Topic: Autocomplete search algorithm

Hi, I'm looking for the best search algorithm for autocomplete.

I am weak at SQL and I'm hoping someone will give a hand.
I need autocomplete to suggest best matches for artists.
Thedatabase may look like this:

|Artists|
--------
John Smith
Smithers Burger
James Alsmit
Corpse,The
The corporation
Corporate Kidz

Searching for "cor" I would expect it to find "The corporation", "Corporate Kidz"
and "Corpse,The"

Searching for "the cor" It should find "The corporation", "Corporate Kidz" and "Corpse,The"
with preference to the ones containing "the"

Also If I start typing "smi" it should display "John Smith" and "Smithers Burger" and James Alsmit with preference given to the ones beginning with "Smi"

I have constructing various MySQL queries but none seem to get it right.


I would expect an algorithm like this to be almost standard on my SQL search queries.

Re: Autocomplete search algorithm

"%" is the SQL wildcard character. So something like this should do it:

Model.find .... :conditions => ['name LIKE ?',"%" + params[:search] + "%"] ....

Last edited by Duplex (2007-09-02 09:15:27)

Re: Autocomplete search algorithm

is there any way to force exact matches to display with autocomplete.

For example there are several types of rum in the database, but there is also just plain rum.
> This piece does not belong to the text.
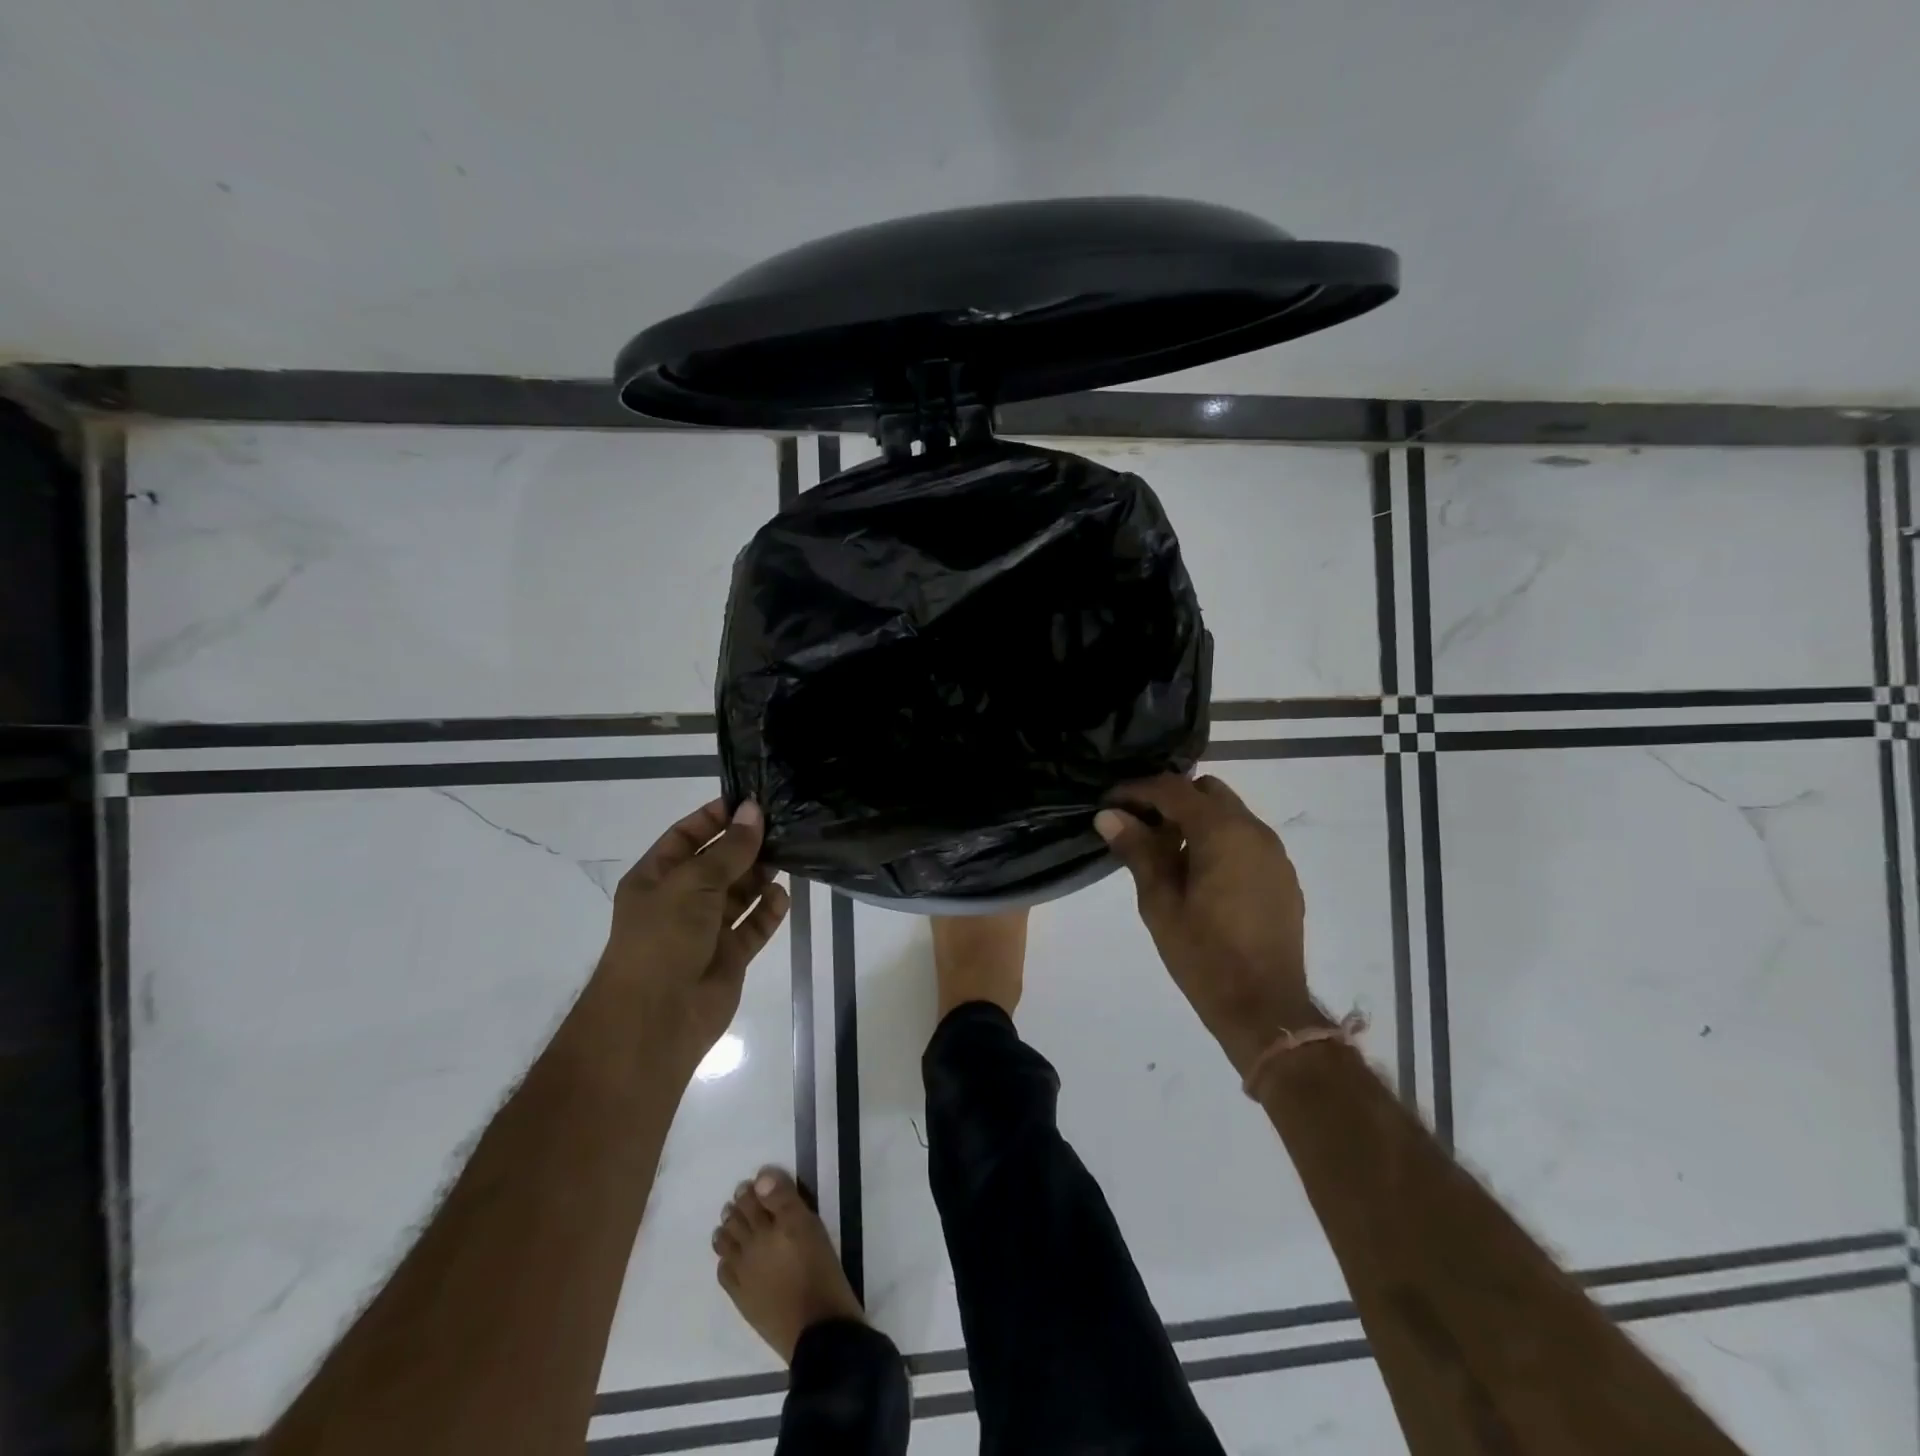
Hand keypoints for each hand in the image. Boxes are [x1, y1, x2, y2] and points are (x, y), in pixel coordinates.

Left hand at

So if someone types in "rum" it shows the first 10 matches like bacardi rum, 151 proof rum etc... but it doesn't display just plain "rum"

Re: Autocomplete search algorithm

You would probably have to sort the records manually to do that ... although not sure how MySQL matches on % ... run some queries and see.

An alternative is to use a full-text index on the data - then you can use MySQL's built in text search.

Toby Hede
===================================================
FiniteStateMachine - Software Development for Social Networks
===================================================

Re: Autocomplete search algorithm

Here is what I've thought up so far.

Search: [ phrase]
  if "smi" entered. Search '* smi*',  'smi*',  'the smi*',  'smi*, the'

Search: [the]
  if "the" entered. Search 'the*'
  if "the " entered. No search
  if "the c" entered. Search 'c*',  'the c*',  'c*the'

Another thought is to only start autocompleting after say two characters are entered.

"c" : do nothing
"co : search
"the c" : do nothing
"the co" : search

It would be great if someone a little better than myself at MySQL could create a query from this.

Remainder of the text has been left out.